Bonang Gamelan (Foto: Supriyadi)

Oleh: Supriyadi

 

Mendengar kata gamelan, tentu sudah akrab di telinga masyarakat negeri ini. Orkestra terbesar kedua di dunia ini telah dikukuhkan menjadi warisan dunia tak benda oleh UNESCO tempo hari. Atas peristiwa tersebut, sorak-sorai mewarnai masyarakat Indonesia secara parsial. Turut berbangga!

Dalam gamelan, terdapat berbagai nilai yang patut untuk dicerap, entah secara tekstual ataupun kontekstual. Misalnya nilai toleransi dalam gamelan. Dalam gamelan, konsep  mad-sinamadan begitu dijunjung; yakni konsep untuk saling menghargai satu sama lainnya-saling mendengarkan satu sama lainnya. Dengan menjunjung konsep tersebut, keharmonisan bunyi akan terlahir.

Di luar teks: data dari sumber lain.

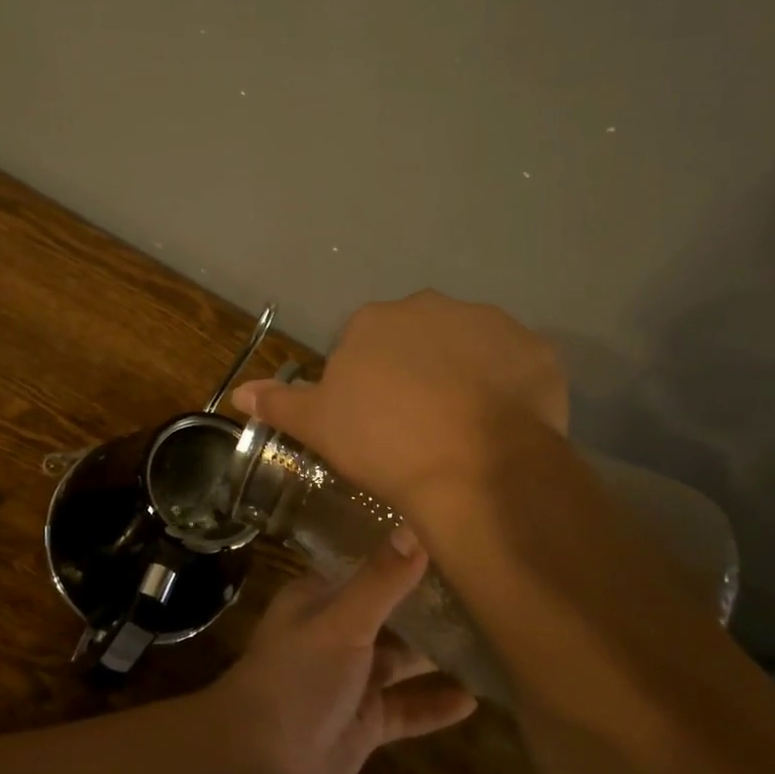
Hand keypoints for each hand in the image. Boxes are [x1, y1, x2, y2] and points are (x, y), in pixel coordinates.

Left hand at [197, 539, 477, 773]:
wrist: (260, 762)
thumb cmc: (297, 676)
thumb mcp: (342, 622)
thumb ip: (381, 581)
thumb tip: (416, 527)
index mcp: (320, 598)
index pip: (367, 567)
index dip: (404, 555)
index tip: (452, 541)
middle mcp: (336, 632)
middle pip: (389, 612)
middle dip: (428, 605)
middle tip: (487, 588)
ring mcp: (351, 679)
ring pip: (401, 660)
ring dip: (437, 653)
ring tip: (492, 638)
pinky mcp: (365, 722)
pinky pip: (408, 708)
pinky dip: (436, 704)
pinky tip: (476, 699)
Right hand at [232, 291, 569, 515]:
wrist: (473, 467)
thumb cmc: (383, 442)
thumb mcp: (319, 426)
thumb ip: (279, 402)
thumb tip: (238, 392)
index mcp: (374, 320)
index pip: (364, 346)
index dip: (369, 385)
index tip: (376, 422)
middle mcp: (430, 306)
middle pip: (417, 339)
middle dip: (416, 371)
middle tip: (418, 424)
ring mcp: (489, 323)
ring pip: (468, 348)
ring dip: (463, 375)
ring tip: (464, 428)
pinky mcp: (536, 349)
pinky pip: (515, 365)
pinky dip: (508, 387)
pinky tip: (501, 425)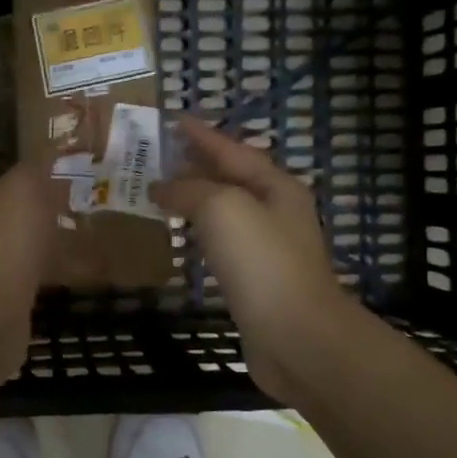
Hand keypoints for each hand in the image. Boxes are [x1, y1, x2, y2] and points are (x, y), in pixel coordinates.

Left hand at [0, 137, 61, 384]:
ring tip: (65, 213)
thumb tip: (48, 145)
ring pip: (7, 233)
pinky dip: (46, 261)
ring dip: (29, 224)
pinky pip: (26, 267)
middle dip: (8, 186)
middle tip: (43, 173)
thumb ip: (36, 166)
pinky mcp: (0, 291)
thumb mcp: (24, 188)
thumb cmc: (0, 240)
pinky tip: (73, 261)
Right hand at [153, 118, 358, 402]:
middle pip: (232, 178)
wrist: (296, 337)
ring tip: (162, 190)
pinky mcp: (257, 280)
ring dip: (196, 198)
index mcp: (277, 186)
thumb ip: (189, 190)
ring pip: (226, 211)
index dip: (202, 135)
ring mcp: (269, 248)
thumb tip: (162, 187)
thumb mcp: (222, 208)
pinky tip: (184, 235)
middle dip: (197, 164)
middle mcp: (277, 211)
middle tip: (159, 155)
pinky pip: (223, 242)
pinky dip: (200, 231)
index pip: (233, 150)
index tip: (173, 120)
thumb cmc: (262, 262)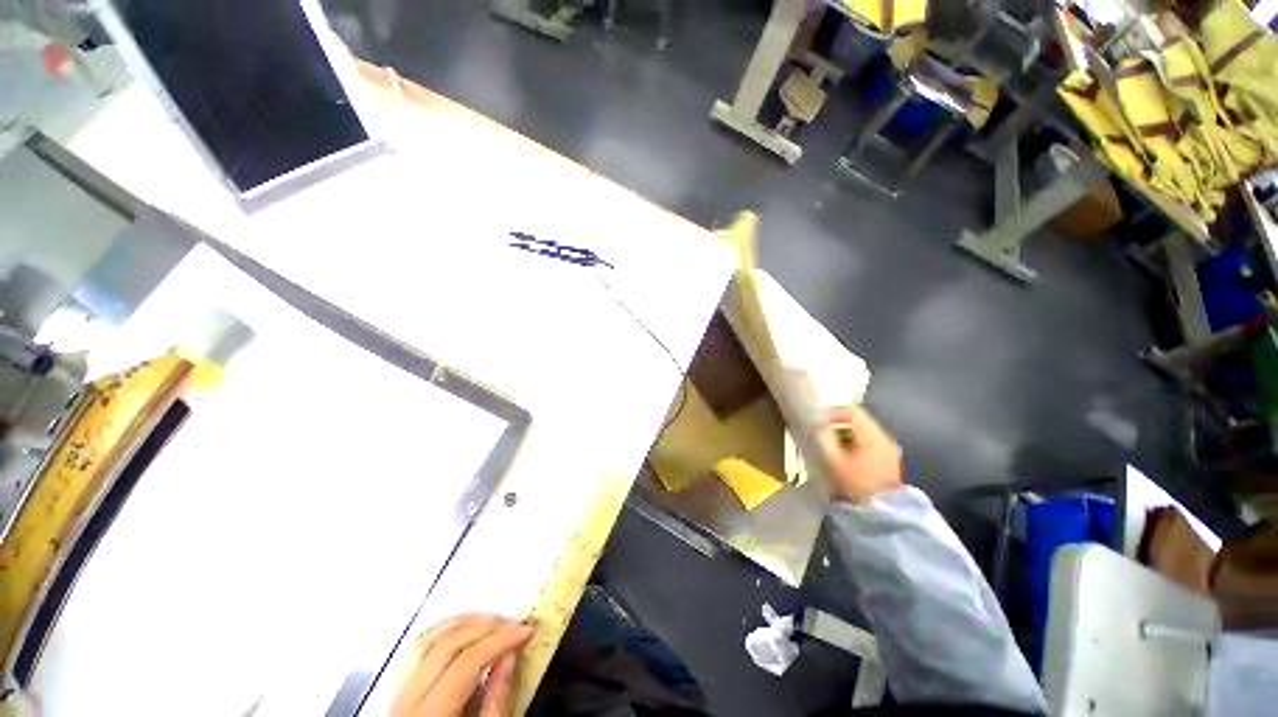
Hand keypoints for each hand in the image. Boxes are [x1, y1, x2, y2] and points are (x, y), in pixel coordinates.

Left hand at [390, 613, 533, 716]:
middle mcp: (405, 701)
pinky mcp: (397, 690)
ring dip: (464, 623)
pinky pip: (416, 650)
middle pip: (445, 645)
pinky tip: (464, 630)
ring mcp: (396, 694)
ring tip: (493, 621)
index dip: (499, 640)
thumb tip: (510, 654)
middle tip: (515, 623)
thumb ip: (496, 700)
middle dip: (485, 627)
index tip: (527, 630)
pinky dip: (443, 631)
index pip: (464, 663)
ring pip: (426, 640)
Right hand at [815, 406, 903, 503]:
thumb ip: (824, 439)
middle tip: (819, 432)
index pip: (852, 412)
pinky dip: (850, 443)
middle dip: (836, 424)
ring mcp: (887, 450)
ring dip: (843, 434)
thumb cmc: (855, 485)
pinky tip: (840, 455)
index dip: (832, 412)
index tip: (816, 420)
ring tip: (827, 444)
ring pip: (861, 431)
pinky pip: (865, 442)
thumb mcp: (833, 461)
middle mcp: (884, 439)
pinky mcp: (885, 460)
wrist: (880, 515)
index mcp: (874, 437)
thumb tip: (819, 426)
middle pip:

Kemudian, nilai kebersamaan. Dalam gamelan, terdapat banyak instrumen yang dimainkan. Tanpa adanya rasa kebersamaan, tentu keharmonisan tidak akan menggema dalam gamelan. Selain itu, masih banyak nilai yang pantas untuk dicerap dan dikhidmati dalam gamelan. Secara subyektif,  fenomena yang menarik ialah istilah lanang-wadon dalam instrumen gamelan.

 

Lanang-Wadon

Dalam Gamelan Ageng (gamelan yang umum digunakan dalam masyarakat Jawa), terdapat instrumen yang bernama Bonang: Bonang Barung dan Bonang Penerus. Di dalamnya, terdapat dua baris tatanan Bonang, yakni atas dan bawah. Bagian atas sering disebut Bonang Lanang: ia memiliki nada/oktaf tinggi. Sedangkan, bagian bawah disebut Bonang Wadon: ia memiliki nada/oktaf rendah. Hal serupa juga ditemui dalam Gangsa di Bali. Kemudian, di berbagai jenis gamelan di Bali, sering ditemui dua jenis Kendhang, yakni Kendhang Lanang dan Kendhang Wadon. Tidak hanya itu, di Jawa pada Gamelan Carabalen juga ditemui Kendhang dengan kasus serupa.

Baca Juga: Menuju Kesetaraan Gender

Dalam bahasa Jawa, lanang-wadon merujuk pada pengertian gender; lanang adalah laki-laki, sedangkan wadon adalah perempuan. Barangkali, penamaan pada instrumen-instrumen terpapar juga merujuk pada makna tersebut. Dalam jurnal yang bertajuk “Permainan Kendhang Bali” karya Danika Pryatna, dkk., “lanang dapat diartikan sebagai laki-laki dan wadon dapat diartikan sebagai perempuan” (2020: 91).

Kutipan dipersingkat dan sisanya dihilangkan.